*Dataset records*.
"""

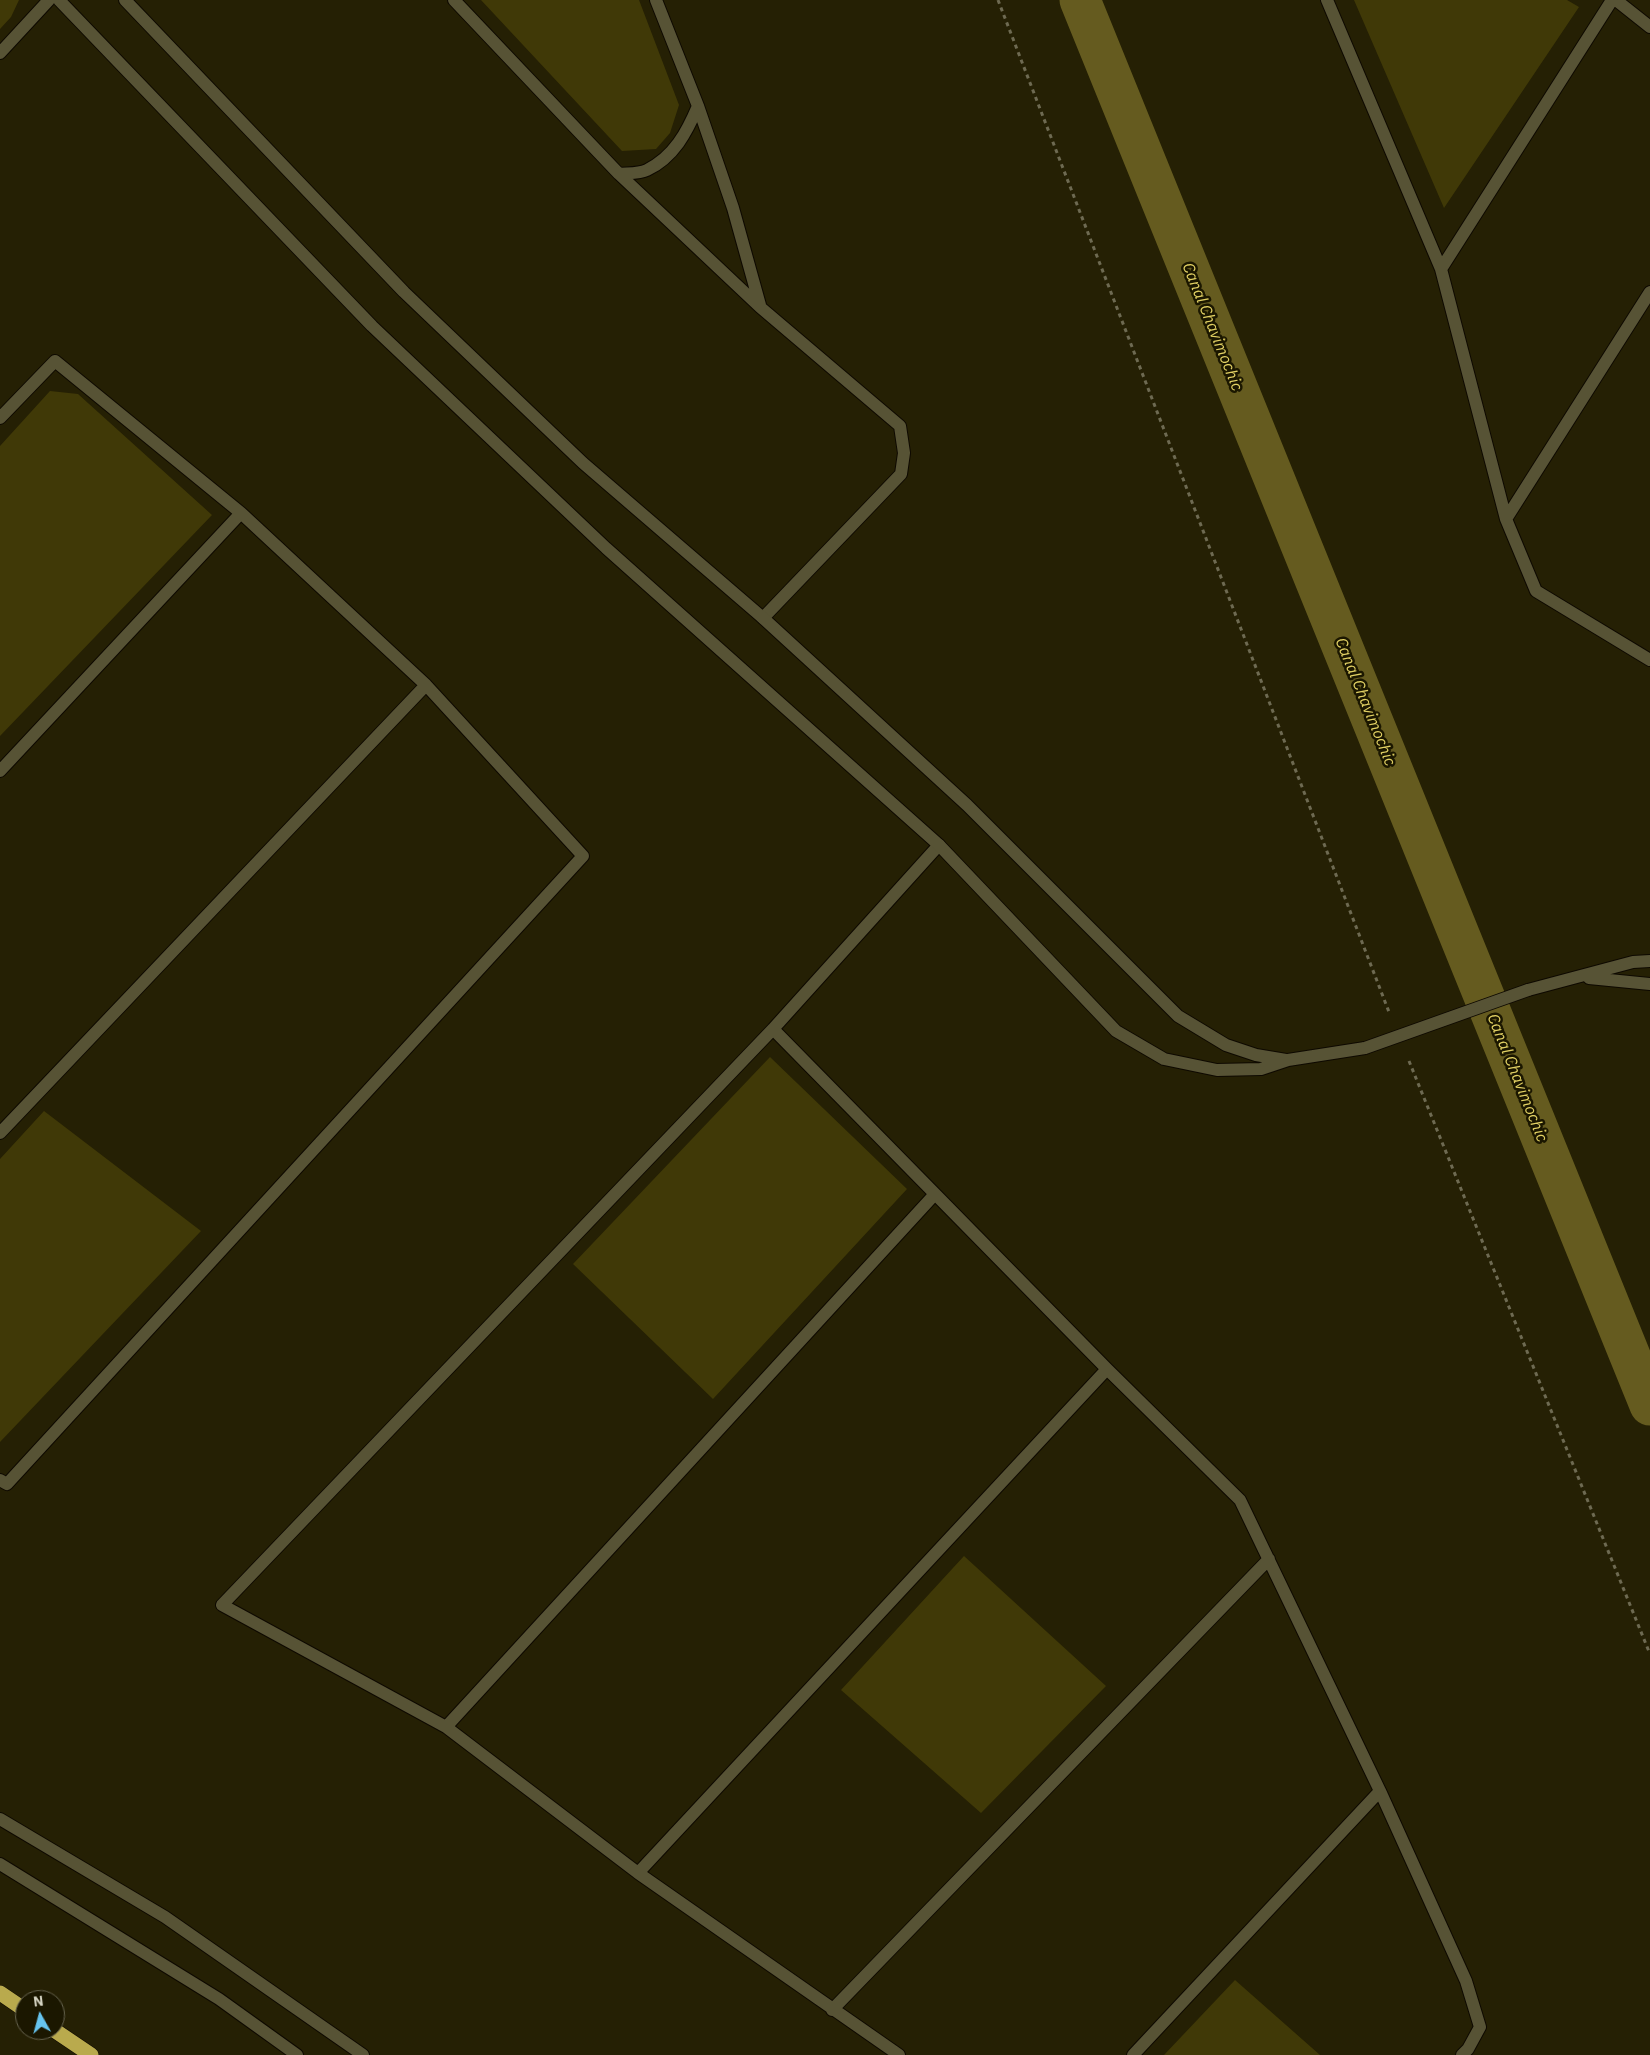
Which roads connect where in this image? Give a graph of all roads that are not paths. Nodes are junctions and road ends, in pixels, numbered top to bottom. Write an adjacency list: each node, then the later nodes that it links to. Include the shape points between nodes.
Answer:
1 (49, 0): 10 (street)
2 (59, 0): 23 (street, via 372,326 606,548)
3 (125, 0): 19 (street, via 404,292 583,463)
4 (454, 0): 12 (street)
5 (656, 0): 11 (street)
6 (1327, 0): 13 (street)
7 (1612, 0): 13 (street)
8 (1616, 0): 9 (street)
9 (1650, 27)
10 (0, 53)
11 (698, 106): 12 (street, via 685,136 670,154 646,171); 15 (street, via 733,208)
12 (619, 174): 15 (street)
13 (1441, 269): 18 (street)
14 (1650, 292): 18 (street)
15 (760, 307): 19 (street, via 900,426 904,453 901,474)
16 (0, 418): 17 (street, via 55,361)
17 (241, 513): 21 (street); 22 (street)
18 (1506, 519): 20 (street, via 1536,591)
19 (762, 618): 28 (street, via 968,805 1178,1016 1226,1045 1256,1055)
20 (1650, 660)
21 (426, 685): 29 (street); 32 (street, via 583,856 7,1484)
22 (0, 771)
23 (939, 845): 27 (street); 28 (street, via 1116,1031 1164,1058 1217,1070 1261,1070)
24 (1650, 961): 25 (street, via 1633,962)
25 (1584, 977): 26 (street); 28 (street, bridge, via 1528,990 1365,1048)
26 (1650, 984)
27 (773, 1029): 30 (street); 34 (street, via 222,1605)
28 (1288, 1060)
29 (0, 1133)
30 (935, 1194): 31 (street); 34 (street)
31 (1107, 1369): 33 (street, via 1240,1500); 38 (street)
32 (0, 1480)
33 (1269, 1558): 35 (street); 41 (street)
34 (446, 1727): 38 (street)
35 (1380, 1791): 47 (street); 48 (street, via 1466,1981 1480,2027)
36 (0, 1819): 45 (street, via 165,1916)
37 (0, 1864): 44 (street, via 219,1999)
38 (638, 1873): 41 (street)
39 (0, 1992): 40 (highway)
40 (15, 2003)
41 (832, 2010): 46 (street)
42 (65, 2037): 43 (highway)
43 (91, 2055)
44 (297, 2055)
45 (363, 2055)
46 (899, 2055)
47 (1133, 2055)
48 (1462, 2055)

"""

*What the task requires*. Could the entries be output exactly as written, but without their images?

*Task response*.
Which roads connect where in this image? Give a graph of all roads that are not paths. Nodes are junctions and road ends, in pixels, numbered top to bottom. Write an adjacency list: each node, then the later nodes that it links to. Include the shape points between nodes.
Answer:
1 (49, 0): 10 (street)
2 (59, 0): 23 (street, via 372,326 606,548)
3 (125, 0): 19 (street, via 404,292 583,463)
4 (454, 0): 12 (street)
5 (656, 0): 11 (street)
6 (1327, 0): 13 (street)
7 (1612, 0): 13 (street)
8 (1616, 0): 9 (street)
9 (1650, 27)
10 (0, 53)
11 (698, 106): 12 (street, via 685,136 670,154 646,171); 15 (street, via 733,208)
12 (619, 174): 15 (street)
13 (1441, 269): 18 (street)
14 (1650, 292): 18 (street)
15 (760, 307): 19 (street, via 900,426 904,453 901,474)
16 (0, 418): 17 (street, via 55,361)
17 (241, 513): 21 (street); 22 (street)
18 (1506, 519): 20 (street, via 1536,591)
19 (762, 618): 28 (street, via 968,805 1178,1016 1226,1045 1256,1055)
20 (1650, 660)
21 (426, 685): 29 (street); 32 (street, via 583,856 7,1484)
22 (0, 771)
23 (939, 845): 27 (street); 28 (street, via 1116,1031 1164,1058 1217,1070 1261,1070)
24 (1650, 961): 25 (street, via 1633,962)
25 (1584, 977): 26 (street); 28 (street, bridge, via 1528,990 1365,1048)
26 (1650, 984)
27 (773, 1029): 30 (street); 34 (street, via 222,1605)
28 (1288, 1060)
29 (0, 1133)
30 (935, 1194): 31 (street); 34 (street)
31 (1107, 1369): 33 (street, via 1240,1500); 38 (street)
32 (0, 1480)
33 (1269, 1558): 35 (street); 41 (street)
34 (446, 1727): 38 (street)
35 (1380, 1791): 47 (street); 48 (street, via 1466,1981 1480,2027)
36 (0, 1819): 45 (street, via 165,1916)
37 (0, 1864): 44 (street, via 219,1999)
38 (638, 1873): 41 (street)
39 (0, 1992): 40 (highway)
40 (15, 2003)
41 (832, 2010): 46 (street)
42 (65, 2037): 43 (highway)
43 (91, 2055)
44 (297, 2055)
45 (363, 2055)
46 (899, 2055)
47 (1133, 2055)
48 (1462, 2055)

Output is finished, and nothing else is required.